Can comedy not exist on its own? The meta-irony of a dude making fun of the “our existence is only for generating shareholder value” is pretty funny in the context of “yeah but who’s he generating value for?” question
Yep. I know a few people who got their workplace to pay for it. It was an incredibly easy way for them to pad their resume and ensure higher pay ranges at stupid workplaces that gated stuff like that.
Only came up when we were talking about schooling (I was still finishing mine).
Everyone that made a big deal of it though, complete morons.
You should meet my brother then. He has an MBA and CPA and runs an accounting firm. He's pretty chill and treats his workers extremely well, while taking most of the lame work for himself.
Yeah, usually, what's perceived as intelligent by most is some of the theoretical reasoning, critical thinking, creative problem solving, and analytic-logical thinking that you learn and practice in higher education. But somehow, those with business degrees never have any of those qualities. I do wonder what they're being taught instead.
This guy spent the whole date creticing the restaurant we were in. Not once did he mention that satern was visible, or that the JWSt is scanning the Orion cluster looking for new young planets. Brought up the moon and he mentioned mineing rights and opertinitys to Frack the moon. Only thing he was exited about space was Elon and his polluting starlink WiFi adapters that have destroyed the night sky.
As if an MBA was an achievement. My wifes brother made a Harvard MBA in his free time (paid for by his employer), and considered it laughably easy. I've read the course books he gave me, and I agree. For someone coming from the natural sciences side of things, MBA is kindergarten level. It is amazing with how little actual knowledge people get into high business positions nowadays.
A lot of the elite business communities are entirely extended social groups. Lots of nephews. Lots of professional self-promotionists. Lots of gurus, promising to deliver quasi-spiritualist business secrets. The system they're attached to is swimming in surplus revenue, so doing relatively simple arbitrage with a big enough line of credit can enrich these well-connected individuals quickly. And putting someone with connections to easy credit onto your board is a great way to grow your company.
MBAs get to operate at the kindergarten level because they're playing with billions of dollars in a game that is designed to guarantee they (mostly) walk away winners.
Trump is a classic example. Lose a billion dollars, go out and find another line of credit, gamble on double or nothing, market goes up so you win it all back again. Nobody asks where this credit is coming from or why The Donald is uniquely positioned to draw on it. Elon has a similar story. He just keeps spinning the wheel and doubling down, confident that the game has a positive ROI, so he'll always come out ahead in the end.

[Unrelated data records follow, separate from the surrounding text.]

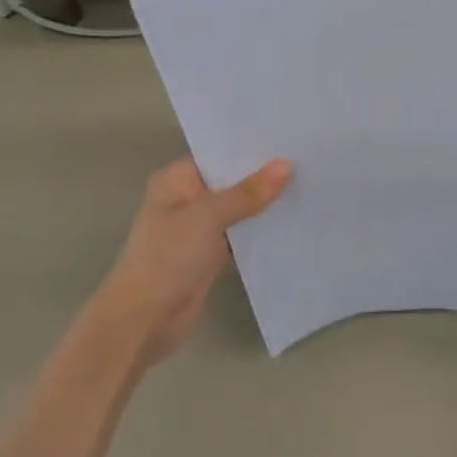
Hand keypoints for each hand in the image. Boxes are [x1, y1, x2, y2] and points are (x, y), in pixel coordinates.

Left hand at [95, 158, 292, 366]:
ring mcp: (197, 230)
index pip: (217, 154)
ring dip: (264, 206)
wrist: (146, 317)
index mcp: (176, 180)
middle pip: (230, 182)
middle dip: (263, 177)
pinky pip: (239, 237)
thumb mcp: (208, 216)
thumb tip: (286, 165)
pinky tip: (292, 224)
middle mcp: (185, 200)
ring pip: (238, 211)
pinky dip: (259, 233)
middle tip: (309, 162)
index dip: (250, 148)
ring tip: (308, 188)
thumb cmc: (168, 256)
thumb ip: (248, 192)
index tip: (290, 139)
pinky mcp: (209, 257)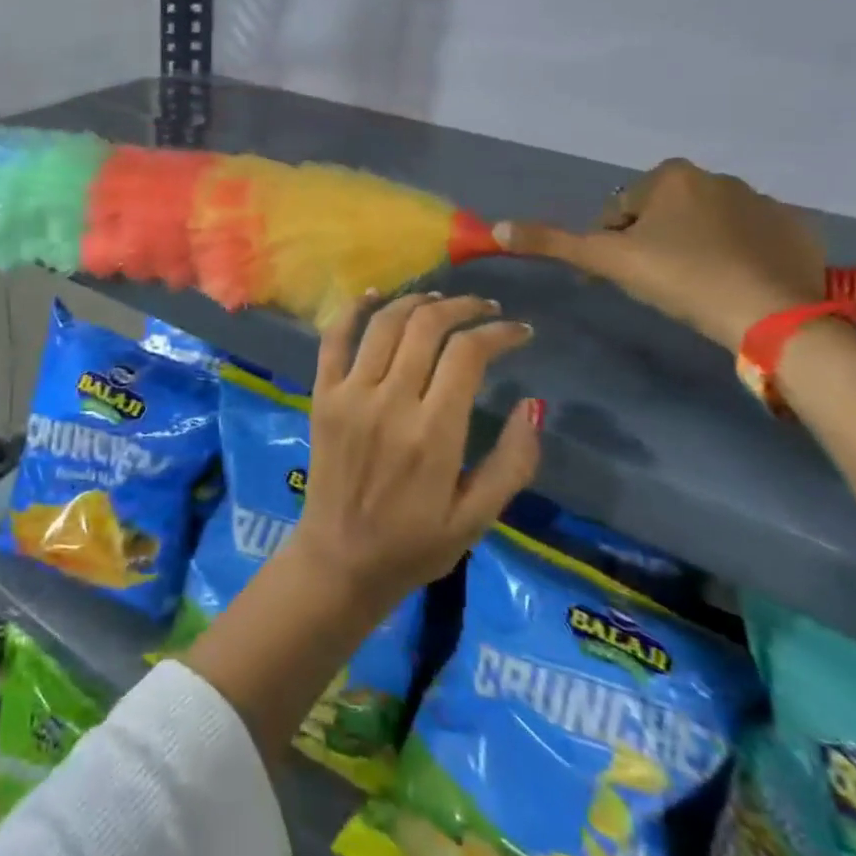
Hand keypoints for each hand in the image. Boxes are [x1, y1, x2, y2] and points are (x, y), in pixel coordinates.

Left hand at [289, 293, 542, 611]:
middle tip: (484, 309)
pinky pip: (334, 338)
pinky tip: (376, 295)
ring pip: (385, 323)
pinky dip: (355, 309)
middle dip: (462, 307)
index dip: (498, 333)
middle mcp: (389, 401)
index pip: (467, 354)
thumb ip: (512, 463)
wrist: (340, 560)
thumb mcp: (477, 518)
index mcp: (433, 433)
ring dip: (416, 301)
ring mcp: (350, 394)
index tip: (519, 331)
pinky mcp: (322, 394)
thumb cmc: (415, 545)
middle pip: (426, 326)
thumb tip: (534, 405)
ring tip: (441, 300)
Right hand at [494, 159, 825, 349]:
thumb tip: (496, 227)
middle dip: (653, 241)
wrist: (773, 315)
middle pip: (664, 214)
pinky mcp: (799, 229)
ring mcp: (765, 202)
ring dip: (694, 247)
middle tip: (655, 283)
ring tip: (695, 288)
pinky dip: (740, 255)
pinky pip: (754, 238)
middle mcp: (719, 177)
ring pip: (708, 224)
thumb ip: (553, 242)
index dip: (611, 244)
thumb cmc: (680, 278)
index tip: (619, 276)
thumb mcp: (608, 261)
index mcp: (672, 176)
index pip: (620, 210)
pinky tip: (736, 285)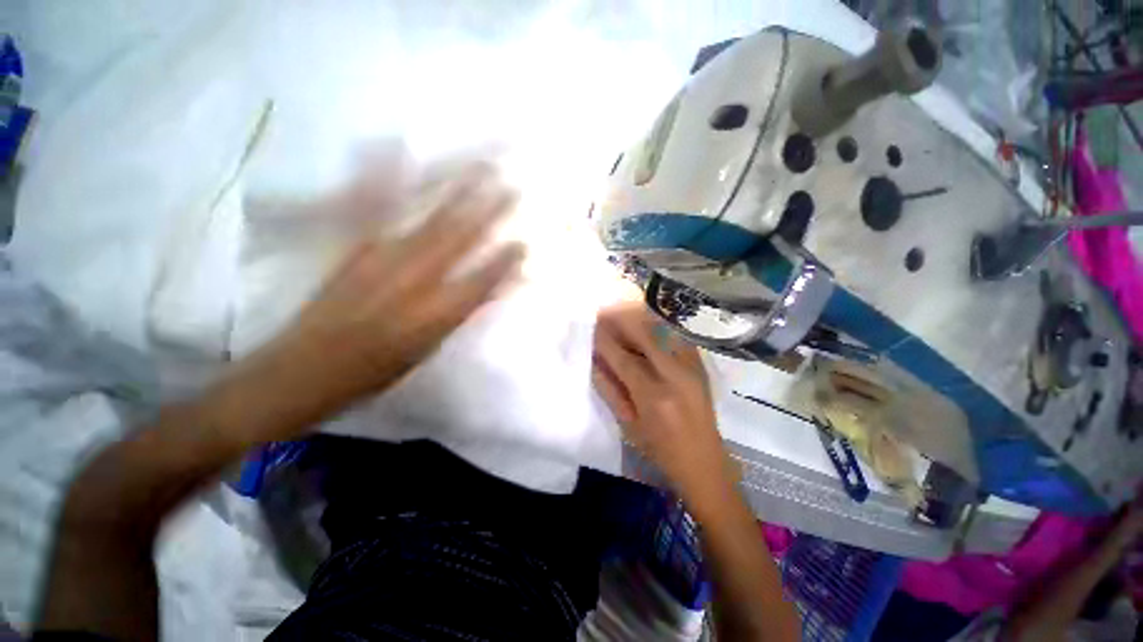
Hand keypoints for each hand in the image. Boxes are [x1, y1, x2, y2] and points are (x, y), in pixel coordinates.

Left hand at [271, 166, 525, 412]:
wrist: (302, 370)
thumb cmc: (375, 369)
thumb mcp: (429, 348)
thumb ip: (461, 313)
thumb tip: (491, 288)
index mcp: (436, 313)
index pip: (482, 280)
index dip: (505, 261)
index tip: (523, 243)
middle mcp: (414, 280)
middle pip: (459, 239)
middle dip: (488, 211)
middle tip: (511, 185)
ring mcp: (380, 257)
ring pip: (427, 217)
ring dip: (455, 190)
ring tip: (476, 165)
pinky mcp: (351, 247)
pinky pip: (370, 206)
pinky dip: (382, 175)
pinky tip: (394, 148)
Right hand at [591, 302, 727, 498]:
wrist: (705, 461)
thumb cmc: (660, 449)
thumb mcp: (628, 425)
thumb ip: (609, 389)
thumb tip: (595, 361)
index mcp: (654, 397)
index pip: (624, 359)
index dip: (605, 341)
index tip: (592, 327)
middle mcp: (676, 376)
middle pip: (647, 335)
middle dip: (622, 319)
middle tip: (605, 311)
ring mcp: (693, 368)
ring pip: (663, 331)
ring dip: (640, 318)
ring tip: (622, 312)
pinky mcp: (700, 366)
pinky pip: (676, 336)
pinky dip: (658, 326)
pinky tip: (645, 322)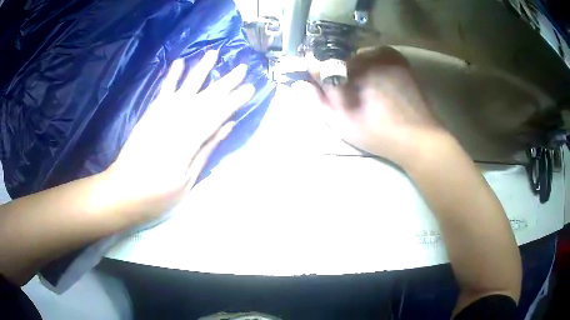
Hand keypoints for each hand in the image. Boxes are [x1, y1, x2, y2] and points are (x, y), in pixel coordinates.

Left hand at [104, 51, 254, 224]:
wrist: (123, 191)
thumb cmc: (158, 194)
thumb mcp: (188, 180)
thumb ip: (206, 149)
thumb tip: (227, 126)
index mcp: (189, 139)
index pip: (218, 114)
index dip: (235, 101)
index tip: (251, 88)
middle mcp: (177, 120)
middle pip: (206, 97)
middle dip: (226, 82)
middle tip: (243, 67)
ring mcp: (161, 114)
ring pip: (186, 87)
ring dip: (201, 69)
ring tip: (214, 53)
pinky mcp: (150, 114)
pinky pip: (163, 90)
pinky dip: (172, 76)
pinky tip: (180, 62)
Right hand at [295, 46, 445, 162]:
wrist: (418, 137)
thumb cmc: (378, 133)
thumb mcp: (342, 123)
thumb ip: (318, 100)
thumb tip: (298, 83)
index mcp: (352, 69)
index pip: (322, 62)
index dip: (317, 74)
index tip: (316, 85)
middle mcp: (367, 55)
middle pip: (341, 58)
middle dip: (337, 72)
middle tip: (346, 94)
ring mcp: (385, 56)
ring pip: (358, 56)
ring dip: (355, 69)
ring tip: (364, 92)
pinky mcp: (399, 60)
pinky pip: (376, 56)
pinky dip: (371, 66)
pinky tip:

No? I think the other question is what the community is for? I think it's appropriate based off the community description, although I don't remember the last time I have seen a post that wasn't obviously satire.
This is a guy on LinkedIn who has made minor internet celebrity out of posting cringe. He makes regular appearances on LinkedInLunatics. Not entirely sure if he's a deranged business geek or a Dril still hoax account. But he baits enough people for it to be a moot point. Dude is definitely channeling a vibe.
Honestly the pacing to me, the final punchline, etc. all scream that it's intentional satire. That and the "I want to connect with you emotionally :)" cemented it for me
That used to disqualify a political candidate. Not holding a country's congressionally-approved support funds hostage for political reasons, rape (literally clarified as such by a judge in open court), taking part in a violent failed coup, participating in a fake elector scheme to steal an election, using campaign funds to illegally pay off a pornstar he banged while his wife was home with his newborn, violations of the emoluments clause, asking a governor to "find him more votes" to overturn an open and fair election, repeatedly walking in on teen contestant dressing rooms while they were changing, illegally seizing classified documents, storing them unsecured and refusing to give them back, credibly being accused of being a Russian asset, gassing peaceful protestors at a church for a photo op, lying with every breath, etc...
Another good satire account to follow on Linkedin is Conksat. Their brave interns risk everything for their cutting edge aerospace solutions, like tactical cessna's and extension cord powered satellites
At the end of the day efficiency is math. And I once decided to be lazy and for a technical elective take the business version of a class I'd already taken the engineering version of. I didn't expect the math to be at the same level, business bachelor's don't need stats 2 and calc 2, both of which came up in the engineering version. But when there were groans at finding a basic slope and arithmetic I knew I didn't belong there. I should've taken circuits 2 instead, it would've at least not bored the hell out of me
Efficiency is math, but often it's more than that depending on how it's used. For example, I work in health care. We can apply lean principles and create a ton of efficiency on one aspect, but we will lose on others, like patient care, re-admissions, and quality. Math is correct, but it's not everything. This is literally my job and I'm lean 6 sigma certified.
Also, for my business degree I took stats 2 and operational supply processing which was just stats 2 with application. So I'd say it depends on the school and degree. Didn't need Calc 2, but I also took both a Calc with applied geometry and a business Calc. Business Calc was a joke.